Israel’s Oct. 7 counterpunch

After nearly a year of bloody combat, Israel appears to have overcome the trauma of Oct. 7 and gained what military strategists call “escalation dominance” over Iran and its proxies: striking its adversaries at will and suffering only minor damage in response.

After decapitating Hezbollah in Lebanon last week, Israel had braced for a big Iranian retaliatory attack. But shortly after Iran fired a volley of some 180 ballistic missiles Tuesday night, President Joe Biden told reporters “the attack appears to have been defeated and ineffective.”

Expect Israel to ratchet its campaign against Iran up another notch after Tuesday night’s barrage, with what knowledgeable officials say will be a military strike. But Israel hopes to avoid an all-out confrontation — and it appears to be working with the United States to craft a set of sanctions on Iran, focusing on the energy sector, rather than launching its own big barrage of missiles against Tehran.

Israel, in sum, has recovered the military primacy it lost when Hamas fighters surged across the Gaza border on Oct. 7 and ravaged Israeli civilians. Hamas has been tamed militarily. Hezbollah is reeling from the targeted killing of its leader, Hasan Nasrallah, and most of its top military commanders. And Iran’s retaliatory barrage appears to have been absorbed by Israel without major losses.

“The Iranian attack was a massive failure,” said one U.S. official briefed on Tuesday’s intelligence reports. “Iran once again threw all it had — nearly 200 of its vaunted and once-feared ballistic missiles, and what’s left over [are] remnants of missile parts all over the Middle East.”

Looking at the arc of this war, we can see that Israel has taken on Iran’s network of proxies in Gaza, Lebanon and Yemen — and so far, it has been able to withstand Tehran’s modest efforts to counterattack. Critics have recoiled from the violence of Israel’s campaign, and international condemnation brings a long-term cost for Israel that will be hard to calculate. But for Israelis themselves, the escalating campaign against Iran’s network seems to have brought a rebirth of the nation’s defiant self-confidence.

Prime Minister Benjamin Netanyahu’s story shows a similar trajectory. He has gone from deep unpopularity — loathed by many Israelis after the trauma of Oct. 7 — to wartime triumph. The Biden administration, after trying and failing to curb Netanyahu and impose a cease-fire with Hamas and Hezbollah, is now helping its ally combat Iran’s onslaught, with U.S. destroyers joining in the defense against the Iranian missiles.

An Israeli official described the military situation this way Tuesday night: “If we can’t deter our enemies, we can’t survive in this neighborhood. Oct. 7 shattered this deterrence, and we saw the proxies attack, one by one, because they thought they could get away with it.

“That view of Israeli vulnerability has now been reversed,” the official said.
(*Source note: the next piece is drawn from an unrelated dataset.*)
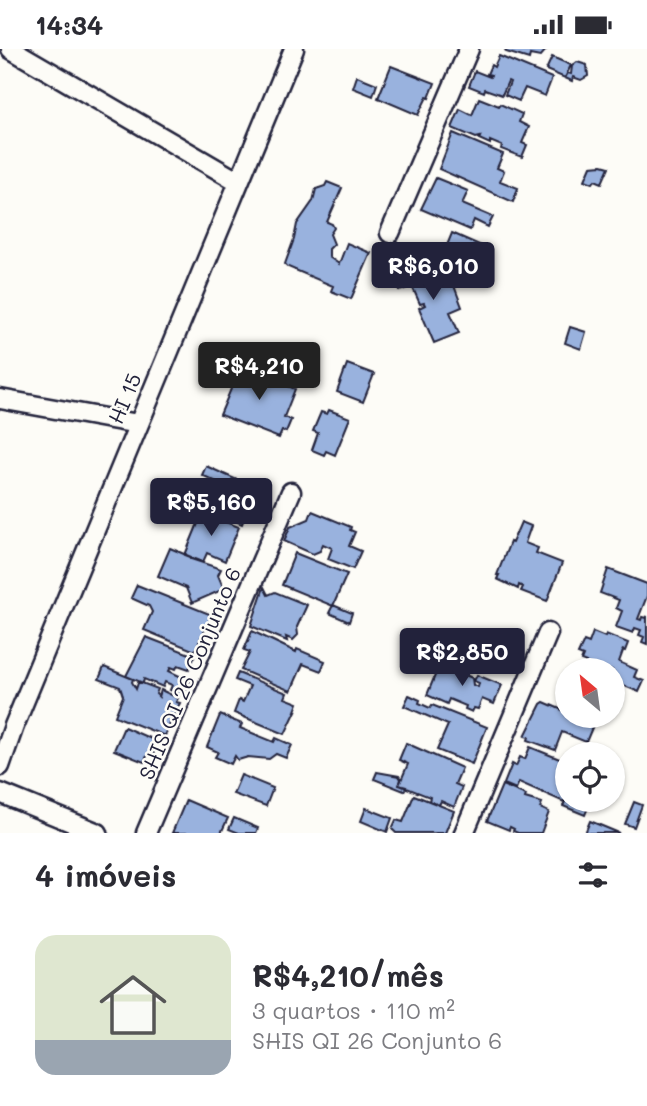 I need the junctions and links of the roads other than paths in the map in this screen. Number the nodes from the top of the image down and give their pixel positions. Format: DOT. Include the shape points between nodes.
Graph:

Israel’s Hezbollah campaign, though devastatingly effective, resulted from a series of unanticipated tactical opportunities, according to knowledgeable sources. Israel had secretly sabotaged Hezbollah’s crisis communications network of pagers and walkie-talkies in preparation for an eventual all-out war with Hezbollah. That sabotage plan was hastily executed last month because Israeli intelligence saw signs that Hezbollah was checking the pager systems and might discover the hidden explosives, the sources said. It was a case of “use it or lose it.”

Having started the attack, Israel continued to seize opportunities afforded by Hezbollah’s disorientation, taking out senior commanders, missile launchers and other munitions. As the campaign escalated last week, Israel learned that Nasrallah might be moving his headquarters from Beirut’s southern suburbs, which it had meticulously mapped. Once again, it was a use-it-or-lose-it dilemma.

Israel had considered striking at Nasrallah on Oct. 11, days after the attack, as an immediate reprisal. But Israel pulled back then — in part because of U.S. pressure, but more so because of fears among top Israeli leaders that the traumatized country wouldn’t be able to absorb retaliatory volleys of hundreds, perhaps thousands, of Hezbollah rockets. A strike against Nasrallah was considered several other times over the past year, the sources said, but was rejected each time.

Israel took its fateful decision last Wednesday night, before Netanyahu was about to leave Israel for New York to address the U.N. General Assembly. At that very moment, the Biden administration was floating a 21-day cease-fire plan for Lebanon, with senior White House officials implying to journalists that the truce would have Israeli support. How wrong they were.

This round of the decades-old conflict goes to Israel. But if there’s one certainty about the Middle East, it’s that even with Israeli deterrence restored, more dreadful fighting lies ahead.